A vocal experience of a different sort – one even more rarefied than anything from Seraphic Fire or Cantus – is to be had from an Azica Records release of a work by Jerod Impichchaachaaha’ Tate called Lowak Shoppala’ – which translates from the Chickasaw as “Fire and Light.” This is a very extended (80-minute) display of and cantata upon Chickasaw culture, directed entirely at listeners who wish to subsume themselves within the Chickasaw nation, its history and its customs, for a time. There is an underpinning here of religious/spiritual feeling quite different from that of Hildegard von Bingen but no less heartfelt in its own way – although perhaps somewhat more insistent, as its message is emphatically, even forcefully delivered by multiple speakers and with considerable solo, choral and instrumental involvement. English and Chickasaw narration and singing, chants and shouts and straightforward storytelling, are presented along with thoughts that seem calculated to provide meaningfulness – not as Cantus does, through beauty of expression, but instead with verbal insistence: “Once we hear, we can learn; once we learn, we can understand; once we understand, we are wiser; once we are wiser, we see clearly.” There are some interesting, brief portrayals here of individual clans: Chief, Bird, Alligator, Squirrel, Skunk, Panther and Raccoon.

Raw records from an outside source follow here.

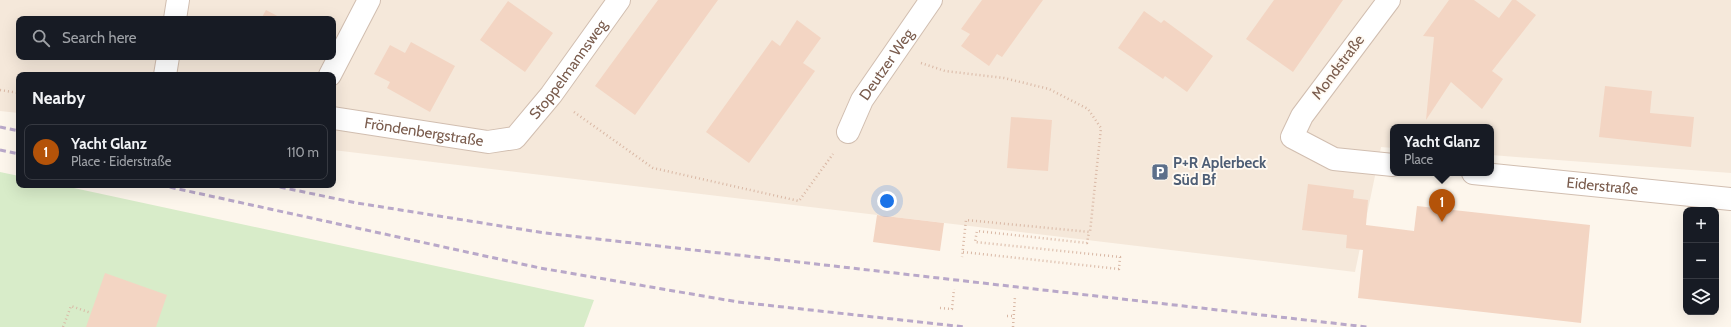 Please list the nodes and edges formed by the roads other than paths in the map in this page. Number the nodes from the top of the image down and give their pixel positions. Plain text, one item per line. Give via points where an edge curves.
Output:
1 (178, 0) edge
2 (368, 0) edge
3 (619, 0) edge
4 (931, 0) edge
5 (1389, 0) edge
6 (175, 16) edge
7 (168, 60) edge
8 (166, 72) edge
9 (332, 72) edge
10 (336, 118) edge
11 (848, 132) road end
12 (515, 138) joint
13 (1390, 165) edge
14 (1494, 175) edge
15 (1731, 199) edge

1 - 6 street
2 - 9 street
3 - 12 street, Stoppelmannsweg via 551,95
4 - 11 street, Deutzer Weg via 862,100
5 - 13 street, Mondstraße via 1302,116 1292,137 1334,159
7 - 8 street
10 - 12 street, Fröndenbergstraße via 488,142
14 - 15 street, Eiderstraße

But they depend on descriptive words rather than bringing forth personalities musically – and indeed, Lowak Shoppala’ seems more like a sermon and history lesson than a musical experience, for all that it employs musical means at various points (and often to good effect). The sincerity of the composer and performers is clear, but the work engages more through its intent and its instances of exoticism of language and sound than through any strong attempt to pull a non-Chickasaw audience into understanding of and empathy with the Chickasaw nation. Although Lowak Shoppala’ is thoroughly modern, it does not make – and does not appear to seek – the level of spiritual/emotional connectivity with contemporary hearers that comes through from the almost millennium-old Ordo virtutum. Both works are admirable, and both are excellently performed (as indeed are the shorter pieces presented by Cantus). It is surprising, though, to find that in listening to both Ordo virtutum and Lowak Shoppala’, it is the newer work that seems to be more of a museum piece.